• TASK INSTRUCTIONS:
Where in the records does the word "Дзержинского" appear? Copy each line that holds it.

── EXCERPTED RECORDS ──

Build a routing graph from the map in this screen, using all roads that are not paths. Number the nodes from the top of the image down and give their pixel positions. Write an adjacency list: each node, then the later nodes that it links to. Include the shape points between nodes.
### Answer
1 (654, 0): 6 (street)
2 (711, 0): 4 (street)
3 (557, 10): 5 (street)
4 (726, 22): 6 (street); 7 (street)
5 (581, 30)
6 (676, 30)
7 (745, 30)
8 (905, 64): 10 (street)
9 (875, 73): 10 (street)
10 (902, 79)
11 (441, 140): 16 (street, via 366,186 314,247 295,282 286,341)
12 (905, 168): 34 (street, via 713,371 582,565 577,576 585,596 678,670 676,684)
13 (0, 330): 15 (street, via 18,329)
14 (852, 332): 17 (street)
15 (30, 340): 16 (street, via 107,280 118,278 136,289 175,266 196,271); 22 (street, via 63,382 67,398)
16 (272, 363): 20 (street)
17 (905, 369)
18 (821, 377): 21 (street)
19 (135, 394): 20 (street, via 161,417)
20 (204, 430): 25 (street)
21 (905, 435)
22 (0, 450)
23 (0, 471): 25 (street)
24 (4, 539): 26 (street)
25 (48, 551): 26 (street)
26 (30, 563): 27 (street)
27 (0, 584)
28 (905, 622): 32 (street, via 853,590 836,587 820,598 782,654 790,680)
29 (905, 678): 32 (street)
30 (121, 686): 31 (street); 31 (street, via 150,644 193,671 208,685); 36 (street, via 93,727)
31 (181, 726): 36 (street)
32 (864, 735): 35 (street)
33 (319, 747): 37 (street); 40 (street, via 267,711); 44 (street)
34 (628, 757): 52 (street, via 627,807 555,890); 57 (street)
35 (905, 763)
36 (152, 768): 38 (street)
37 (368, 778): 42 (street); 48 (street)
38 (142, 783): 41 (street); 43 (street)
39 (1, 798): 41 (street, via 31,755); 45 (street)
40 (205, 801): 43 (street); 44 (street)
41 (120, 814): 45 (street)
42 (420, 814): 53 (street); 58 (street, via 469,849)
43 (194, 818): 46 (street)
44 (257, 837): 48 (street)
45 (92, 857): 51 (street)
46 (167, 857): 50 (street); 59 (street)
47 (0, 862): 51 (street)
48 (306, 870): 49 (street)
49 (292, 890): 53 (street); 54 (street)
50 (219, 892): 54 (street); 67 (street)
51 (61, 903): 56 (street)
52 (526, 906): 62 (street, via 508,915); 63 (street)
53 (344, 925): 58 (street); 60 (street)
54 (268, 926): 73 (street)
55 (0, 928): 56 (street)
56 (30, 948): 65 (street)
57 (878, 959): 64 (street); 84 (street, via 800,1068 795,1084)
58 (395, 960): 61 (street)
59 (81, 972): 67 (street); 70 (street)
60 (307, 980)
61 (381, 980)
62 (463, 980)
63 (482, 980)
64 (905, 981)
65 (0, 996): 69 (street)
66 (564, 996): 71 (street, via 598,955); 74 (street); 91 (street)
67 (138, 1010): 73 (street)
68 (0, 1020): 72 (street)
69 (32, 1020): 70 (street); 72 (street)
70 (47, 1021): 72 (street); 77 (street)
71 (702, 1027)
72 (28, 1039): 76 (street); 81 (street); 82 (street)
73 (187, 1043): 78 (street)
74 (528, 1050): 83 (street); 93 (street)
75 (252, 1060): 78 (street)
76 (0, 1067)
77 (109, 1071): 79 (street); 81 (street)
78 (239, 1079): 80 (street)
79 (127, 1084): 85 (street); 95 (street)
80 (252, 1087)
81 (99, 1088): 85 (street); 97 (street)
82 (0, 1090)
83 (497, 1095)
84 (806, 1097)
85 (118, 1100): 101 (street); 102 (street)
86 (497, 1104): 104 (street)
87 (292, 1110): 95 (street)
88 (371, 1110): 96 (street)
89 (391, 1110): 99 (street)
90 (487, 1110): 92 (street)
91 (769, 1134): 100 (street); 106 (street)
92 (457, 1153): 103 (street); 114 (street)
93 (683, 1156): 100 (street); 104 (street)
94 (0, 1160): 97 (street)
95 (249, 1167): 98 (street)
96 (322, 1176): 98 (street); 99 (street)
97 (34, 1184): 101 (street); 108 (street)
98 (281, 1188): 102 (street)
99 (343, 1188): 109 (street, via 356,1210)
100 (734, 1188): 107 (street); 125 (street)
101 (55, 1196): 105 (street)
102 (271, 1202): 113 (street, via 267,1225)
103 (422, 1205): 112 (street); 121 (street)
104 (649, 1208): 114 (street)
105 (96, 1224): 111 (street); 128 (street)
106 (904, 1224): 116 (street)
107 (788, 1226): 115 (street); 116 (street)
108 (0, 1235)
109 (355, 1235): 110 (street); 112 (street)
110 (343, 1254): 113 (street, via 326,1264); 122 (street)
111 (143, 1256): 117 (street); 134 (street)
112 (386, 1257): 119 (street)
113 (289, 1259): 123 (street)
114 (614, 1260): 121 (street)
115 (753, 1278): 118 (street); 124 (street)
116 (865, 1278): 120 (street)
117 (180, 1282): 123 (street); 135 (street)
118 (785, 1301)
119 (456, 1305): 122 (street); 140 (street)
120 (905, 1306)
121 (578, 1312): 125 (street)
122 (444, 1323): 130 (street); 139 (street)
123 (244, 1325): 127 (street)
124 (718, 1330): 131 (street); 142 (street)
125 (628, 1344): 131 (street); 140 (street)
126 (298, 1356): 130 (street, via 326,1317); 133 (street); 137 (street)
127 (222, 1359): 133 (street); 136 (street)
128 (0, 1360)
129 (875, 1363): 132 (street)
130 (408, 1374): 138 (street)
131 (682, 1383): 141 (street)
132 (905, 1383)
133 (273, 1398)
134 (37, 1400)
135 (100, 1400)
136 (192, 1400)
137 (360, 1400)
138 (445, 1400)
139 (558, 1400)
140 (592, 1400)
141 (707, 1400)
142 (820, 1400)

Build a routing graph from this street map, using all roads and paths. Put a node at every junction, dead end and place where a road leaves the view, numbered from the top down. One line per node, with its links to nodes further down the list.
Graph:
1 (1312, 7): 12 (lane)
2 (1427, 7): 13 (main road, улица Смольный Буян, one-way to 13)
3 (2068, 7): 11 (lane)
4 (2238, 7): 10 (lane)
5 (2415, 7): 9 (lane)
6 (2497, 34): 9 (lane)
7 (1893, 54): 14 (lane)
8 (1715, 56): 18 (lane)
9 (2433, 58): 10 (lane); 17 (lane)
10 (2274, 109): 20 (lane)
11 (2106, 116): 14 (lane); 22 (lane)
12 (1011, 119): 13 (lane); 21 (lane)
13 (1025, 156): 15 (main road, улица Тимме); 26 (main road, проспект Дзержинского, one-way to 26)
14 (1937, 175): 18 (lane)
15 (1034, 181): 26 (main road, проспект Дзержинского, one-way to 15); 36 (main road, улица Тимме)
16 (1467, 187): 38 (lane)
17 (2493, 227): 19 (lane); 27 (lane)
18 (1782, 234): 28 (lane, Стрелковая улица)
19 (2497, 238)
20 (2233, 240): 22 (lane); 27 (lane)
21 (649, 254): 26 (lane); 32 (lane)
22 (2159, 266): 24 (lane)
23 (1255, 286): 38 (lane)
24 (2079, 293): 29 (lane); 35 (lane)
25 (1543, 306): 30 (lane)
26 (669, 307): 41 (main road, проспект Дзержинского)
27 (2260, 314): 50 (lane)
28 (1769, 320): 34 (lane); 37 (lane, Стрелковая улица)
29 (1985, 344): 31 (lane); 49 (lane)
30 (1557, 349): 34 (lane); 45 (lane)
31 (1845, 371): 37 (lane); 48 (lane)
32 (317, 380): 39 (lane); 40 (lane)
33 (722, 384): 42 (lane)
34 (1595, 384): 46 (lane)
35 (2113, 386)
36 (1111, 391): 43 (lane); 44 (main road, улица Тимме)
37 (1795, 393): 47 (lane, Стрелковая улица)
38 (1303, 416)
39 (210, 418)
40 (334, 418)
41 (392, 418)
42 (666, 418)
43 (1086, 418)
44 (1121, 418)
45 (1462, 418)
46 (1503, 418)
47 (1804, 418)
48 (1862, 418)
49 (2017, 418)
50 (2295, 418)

───

• ANSWER TO THE EXERCISE:
13 (1025, 156): 15 (main road, улица Тимме); 26 (main road, проспект Дзержинского, one-way to 26)
15 (1034, 181): 26 (main road, проспект Дзержинского, one-way to 15); 36 (main road, улица Тимме)
26 (669, 307): 41 (main road, проспект Дзержинского)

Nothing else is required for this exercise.